= Negative keyword =

In pay-per-click advertising (PPC), negative keywords prevent advertisements from displaying for particular keyword phrases. The process of adding in negative keywords to a paid search account is an important part of the optimization process, as it allows for eliminating search queries which are unlikely to convert into a sale. For example, an individual may want to advertise for "hotel in Toronto," but does not want to display ads for the keyword "hotel jobs in Toronto." In this instance, the term "jobs" would be added as a negative keyword. There are few automated tools to predict the negative keywords and make the process simpler. Taking help from tools helps to save time and avoid the possibility of human error.

Negative keywords are often necessary for paid search campaigns that contain keywords on either broad match or phrase match. These match types will display ads for additional search queries (i.e. search queries other than the actual keyword that was added to the account). Thus, removing irrelevant terms often becomes necessary. A common use is to add general negative keywords such as "pictures" or the aforementioned "jobs" to a negative keyword list that is applied to multiple campaigns.

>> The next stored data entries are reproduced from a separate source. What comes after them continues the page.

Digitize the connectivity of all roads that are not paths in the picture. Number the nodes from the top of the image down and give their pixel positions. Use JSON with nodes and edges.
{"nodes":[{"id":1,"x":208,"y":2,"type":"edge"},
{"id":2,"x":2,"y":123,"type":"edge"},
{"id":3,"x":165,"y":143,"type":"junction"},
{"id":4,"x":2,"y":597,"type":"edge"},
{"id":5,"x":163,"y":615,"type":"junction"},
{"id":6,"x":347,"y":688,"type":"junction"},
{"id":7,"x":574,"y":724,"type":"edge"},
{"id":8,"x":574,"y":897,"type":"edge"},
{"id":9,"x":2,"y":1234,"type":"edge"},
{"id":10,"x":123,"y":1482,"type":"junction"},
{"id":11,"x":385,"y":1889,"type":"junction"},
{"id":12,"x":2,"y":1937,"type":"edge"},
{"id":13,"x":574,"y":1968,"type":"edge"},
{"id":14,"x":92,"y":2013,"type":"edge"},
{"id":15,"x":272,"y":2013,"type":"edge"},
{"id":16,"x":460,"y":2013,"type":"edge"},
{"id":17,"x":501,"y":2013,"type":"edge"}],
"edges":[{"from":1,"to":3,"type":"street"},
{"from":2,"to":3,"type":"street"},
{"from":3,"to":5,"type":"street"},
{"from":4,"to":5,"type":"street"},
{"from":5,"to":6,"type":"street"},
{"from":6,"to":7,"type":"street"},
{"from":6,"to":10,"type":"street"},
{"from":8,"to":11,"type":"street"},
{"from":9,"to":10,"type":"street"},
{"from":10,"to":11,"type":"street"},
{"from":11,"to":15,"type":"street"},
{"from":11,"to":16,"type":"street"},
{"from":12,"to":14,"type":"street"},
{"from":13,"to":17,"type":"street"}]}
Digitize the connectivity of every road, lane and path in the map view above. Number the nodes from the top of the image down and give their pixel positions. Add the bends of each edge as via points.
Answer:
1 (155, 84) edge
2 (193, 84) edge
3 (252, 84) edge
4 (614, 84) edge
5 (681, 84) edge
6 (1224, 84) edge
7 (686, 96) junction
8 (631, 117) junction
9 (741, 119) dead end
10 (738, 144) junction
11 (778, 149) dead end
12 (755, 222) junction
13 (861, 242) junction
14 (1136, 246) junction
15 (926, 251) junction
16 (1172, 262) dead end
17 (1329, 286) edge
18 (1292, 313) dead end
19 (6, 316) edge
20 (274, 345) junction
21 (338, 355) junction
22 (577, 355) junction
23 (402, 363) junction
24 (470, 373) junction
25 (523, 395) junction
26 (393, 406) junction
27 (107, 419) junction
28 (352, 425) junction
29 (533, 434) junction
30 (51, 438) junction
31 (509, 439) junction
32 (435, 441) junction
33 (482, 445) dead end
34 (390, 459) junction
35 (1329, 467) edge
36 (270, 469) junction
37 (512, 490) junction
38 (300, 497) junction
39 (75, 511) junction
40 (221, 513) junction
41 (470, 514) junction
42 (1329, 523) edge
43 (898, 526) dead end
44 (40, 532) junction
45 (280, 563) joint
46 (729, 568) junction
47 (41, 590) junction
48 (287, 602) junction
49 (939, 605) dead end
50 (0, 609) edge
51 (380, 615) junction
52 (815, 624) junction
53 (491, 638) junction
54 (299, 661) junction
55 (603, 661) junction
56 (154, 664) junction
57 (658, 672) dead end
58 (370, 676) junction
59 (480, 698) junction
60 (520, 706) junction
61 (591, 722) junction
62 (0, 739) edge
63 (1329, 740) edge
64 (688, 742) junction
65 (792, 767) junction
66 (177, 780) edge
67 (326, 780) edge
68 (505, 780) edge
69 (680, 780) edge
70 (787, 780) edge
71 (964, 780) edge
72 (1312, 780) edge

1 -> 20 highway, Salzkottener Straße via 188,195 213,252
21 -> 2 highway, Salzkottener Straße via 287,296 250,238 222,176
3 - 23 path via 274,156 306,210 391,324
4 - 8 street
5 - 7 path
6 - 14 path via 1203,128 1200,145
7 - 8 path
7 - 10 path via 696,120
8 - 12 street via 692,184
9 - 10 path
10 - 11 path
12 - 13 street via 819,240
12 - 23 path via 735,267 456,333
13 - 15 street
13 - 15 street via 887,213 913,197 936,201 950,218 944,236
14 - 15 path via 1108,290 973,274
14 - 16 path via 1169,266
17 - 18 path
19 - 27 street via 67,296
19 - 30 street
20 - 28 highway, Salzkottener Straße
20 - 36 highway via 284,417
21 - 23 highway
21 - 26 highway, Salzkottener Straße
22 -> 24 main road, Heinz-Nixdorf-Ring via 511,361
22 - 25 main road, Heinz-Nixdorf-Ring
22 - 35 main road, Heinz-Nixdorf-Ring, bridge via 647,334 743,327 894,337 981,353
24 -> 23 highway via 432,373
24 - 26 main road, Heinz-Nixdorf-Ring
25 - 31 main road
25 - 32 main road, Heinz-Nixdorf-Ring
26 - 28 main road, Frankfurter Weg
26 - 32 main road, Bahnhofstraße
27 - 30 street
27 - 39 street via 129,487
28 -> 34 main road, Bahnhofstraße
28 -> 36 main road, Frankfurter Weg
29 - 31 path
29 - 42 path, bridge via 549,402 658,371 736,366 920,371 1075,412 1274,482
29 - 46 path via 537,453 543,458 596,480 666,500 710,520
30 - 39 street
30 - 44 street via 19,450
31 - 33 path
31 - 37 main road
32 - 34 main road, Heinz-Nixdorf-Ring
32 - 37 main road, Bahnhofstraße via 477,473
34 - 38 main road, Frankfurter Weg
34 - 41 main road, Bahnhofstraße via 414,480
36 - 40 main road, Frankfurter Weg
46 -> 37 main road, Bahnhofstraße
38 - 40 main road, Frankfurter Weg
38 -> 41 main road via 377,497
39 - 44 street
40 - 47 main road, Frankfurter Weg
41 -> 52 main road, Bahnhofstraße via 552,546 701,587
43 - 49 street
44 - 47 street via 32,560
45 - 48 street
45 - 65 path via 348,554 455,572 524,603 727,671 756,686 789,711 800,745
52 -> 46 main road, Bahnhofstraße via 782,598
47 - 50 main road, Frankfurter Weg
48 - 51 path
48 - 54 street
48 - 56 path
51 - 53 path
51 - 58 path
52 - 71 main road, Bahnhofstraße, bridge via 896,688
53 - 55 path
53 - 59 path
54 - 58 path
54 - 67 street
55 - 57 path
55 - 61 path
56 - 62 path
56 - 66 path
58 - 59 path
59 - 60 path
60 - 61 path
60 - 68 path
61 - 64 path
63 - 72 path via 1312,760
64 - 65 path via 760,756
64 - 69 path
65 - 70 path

An additional use for negative keywords is to funnel traffic to the highest-converting and optimized campaign or ad group for a particular search query. For example, if an advertiser is marketing laptop and desktop computers, and has ad copy that is specific to each, he may notice that some searchers who are searching for laptops are being shown desktop ads and vice versa. Negative keywords can be used to make sure that each searcher is shown the most relevant ad copy that is most likely to convert into a sale.